Exclusion criteria: Atelectasis or obvious lymphadenectasis, lung metastases, metastases to the lungs, women in pregnancy and lactation.


A large number of studies and clinical experience concluded that the differentiation of benign and malignant pulmonary nodules mainly includes the size, shape, density, internal and marginal structure and other imaging manifestations of nodules.

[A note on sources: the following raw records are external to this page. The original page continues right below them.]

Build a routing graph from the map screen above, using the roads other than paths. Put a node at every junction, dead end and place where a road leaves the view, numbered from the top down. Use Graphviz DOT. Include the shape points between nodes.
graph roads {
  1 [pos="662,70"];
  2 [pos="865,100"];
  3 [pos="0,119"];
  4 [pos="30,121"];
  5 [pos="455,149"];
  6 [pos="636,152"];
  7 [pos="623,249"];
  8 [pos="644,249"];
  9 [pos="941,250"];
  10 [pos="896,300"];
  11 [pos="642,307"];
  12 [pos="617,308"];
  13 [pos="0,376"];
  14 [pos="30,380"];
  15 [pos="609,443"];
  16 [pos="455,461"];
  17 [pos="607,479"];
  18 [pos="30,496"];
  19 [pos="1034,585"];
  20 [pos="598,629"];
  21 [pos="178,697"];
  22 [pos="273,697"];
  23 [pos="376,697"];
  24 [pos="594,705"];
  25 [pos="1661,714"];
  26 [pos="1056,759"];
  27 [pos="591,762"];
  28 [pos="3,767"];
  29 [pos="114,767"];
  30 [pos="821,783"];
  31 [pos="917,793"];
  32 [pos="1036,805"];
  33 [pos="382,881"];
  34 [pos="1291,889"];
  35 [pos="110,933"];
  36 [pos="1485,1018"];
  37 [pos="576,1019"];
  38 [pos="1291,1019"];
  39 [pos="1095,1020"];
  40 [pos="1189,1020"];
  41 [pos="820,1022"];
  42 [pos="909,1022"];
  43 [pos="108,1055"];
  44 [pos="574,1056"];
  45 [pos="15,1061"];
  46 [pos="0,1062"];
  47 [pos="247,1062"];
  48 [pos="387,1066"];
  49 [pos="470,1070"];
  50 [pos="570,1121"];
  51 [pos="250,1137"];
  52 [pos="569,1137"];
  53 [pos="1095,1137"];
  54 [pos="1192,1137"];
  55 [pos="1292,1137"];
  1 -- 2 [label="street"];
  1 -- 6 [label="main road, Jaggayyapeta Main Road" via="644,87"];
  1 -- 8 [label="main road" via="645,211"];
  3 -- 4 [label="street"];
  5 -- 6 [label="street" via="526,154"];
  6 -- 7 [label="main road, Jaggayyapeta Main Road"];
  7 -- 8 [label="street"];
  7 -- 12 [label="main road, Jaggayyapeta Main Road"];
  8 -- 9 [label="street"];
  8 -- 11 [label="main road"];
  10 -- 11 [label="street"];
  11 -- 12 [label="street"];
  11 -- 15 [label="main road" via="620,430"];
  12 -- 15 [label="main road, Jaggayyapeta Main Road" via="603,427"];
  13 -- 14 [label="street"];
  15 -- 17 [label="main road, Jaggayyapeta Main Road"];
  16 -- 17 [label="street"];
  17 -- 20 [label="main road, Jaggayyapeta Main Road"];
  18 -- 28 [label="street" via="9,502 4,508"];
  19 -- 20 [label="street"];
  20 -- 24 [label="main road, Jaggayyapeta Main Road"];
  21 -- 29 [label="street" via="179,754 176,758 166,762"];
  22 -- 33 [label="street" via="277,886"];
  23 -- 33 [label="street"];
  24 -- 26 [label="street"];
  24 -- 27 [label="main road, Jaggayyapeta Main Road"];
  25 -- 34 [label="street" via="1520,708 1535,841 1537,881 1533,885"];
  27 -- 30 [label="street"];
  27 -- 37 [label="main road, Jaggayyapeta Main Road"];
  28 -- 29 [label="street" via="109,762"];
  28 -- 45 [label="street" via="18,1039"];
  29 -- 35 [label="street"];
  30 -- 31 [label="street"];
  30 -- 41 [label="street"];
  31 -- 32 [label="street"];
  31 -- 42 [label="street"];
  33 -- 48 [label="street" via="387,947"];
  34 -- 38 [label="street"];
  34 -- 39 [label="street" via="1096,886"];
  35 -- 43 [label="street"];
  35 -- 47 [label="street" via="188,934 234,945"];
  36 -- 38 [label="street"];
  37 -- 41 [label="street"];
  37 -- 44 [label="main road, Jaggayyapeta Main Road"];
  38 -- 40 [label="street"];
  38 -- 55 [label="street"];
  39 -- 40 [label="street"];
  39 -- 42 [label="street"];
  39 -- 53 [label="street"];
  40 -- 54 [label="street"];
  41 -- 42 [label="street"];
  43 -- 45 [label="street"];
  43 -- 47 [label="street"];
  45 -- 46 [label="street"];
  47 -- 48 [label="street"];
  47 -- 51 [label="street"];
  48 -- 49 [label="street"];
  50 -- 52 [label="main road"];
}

Features of benign nodules: It is generally believed that the smaller the pulmonary nodules are, the more regular and benign the nodules are. The larger the nodule and the more irregular the shape, the greater the possibility of malignancy. Small nodules surrounding the lung field, with clear and smooth edge, round, flat, tubular or patchy, and internal calcification or fat density are usually benign. Small nodules with clear boundaries, quasi-circular shape, triangular shape and double convexity are located near the fissures of the lung or within 1.5 cm below the pleura. They can also be connected with interlobular septa or pleura and interlobular fissures. They are usually small lymph nodes in the lung and generally do not need follow-up. Such small nodules may sometimes grow during follow-up, but also tend to be of lymph node origin. Nodules that are located near the lung field and close to the pleura and appear rectilinear on the pleura surface with concave edges suggest contraction or fibrosis. Calcification in nodules is diffuse, stratified, and central, and is often associated with infection (e.g., inflammatory pseudotumor). Popcorn calcification (hamartoma). Fat density is often indicative of hamartoma. Aggregation of micronodules: two or more lesions <10mm, separated from each other, are nodular or glomeratus, suggesting a greater possibility of infective lesions.


Features of malignant nodules: Irregular contour, lobulation, and spicule sign are still common signs of malignant nodules. Deep lobulation has important clinical significance in the diagnosis of malignant nodules. Lobulation refers to the uneven surface edge of tumor, mainly due to the uneven growth rate of tumor in all directions, and also related to the restriction of lung scaffold structure. Especially short spicule signs, are more common in malignant nodules. The proliferation of surrounding pulmonary fibrous connective tissue is mainly caused by tumor cells spreading in all directions or tumor stimulation. The density of pure ground glass nodules increased, suggesting an increased possibility of malignancy, such as microinvasive carcinoma, precancerous lesions, atypical adenomatous hyperplasia. Reactive tumor cells grow along the alveolar wall and replace the alveolar epithelium, the alveolar cavity is not completely filled. Mixed ground glass nodules, the more solid components, the higher the invasiveness, suggesting a greater possibility of malignancy, alveolar collapse and fibrosis caused. The vascularconvergencesign and vascular sign were that the vessels around the nodule gathered to the nodule or went inside the nodule. The vessels were thickened and increased or intertwined into a network. It is the fibrosis and proliferation destruction within the tumor body that lead to the collapse of pulmonary supporting structure pulling on the surrounding blood vessels, or the tumor wrapping and erosion across the blood vessels. Vocule sign is a small unoccluded bronchi or alveoli, usually with cancer cells growing in the form of a wall. Some of the alveolar spaces or bronchi are not filled with tumor cells, and may be stretched by fibrous or scar tissue within the tumor. Pleural indentation refers to the visceral pleura is pulled by the lesion and sags toward the direction of the lesion with arcs on both sides. The degree of malignancy of small nodules is higher when these signs exist simultaneously.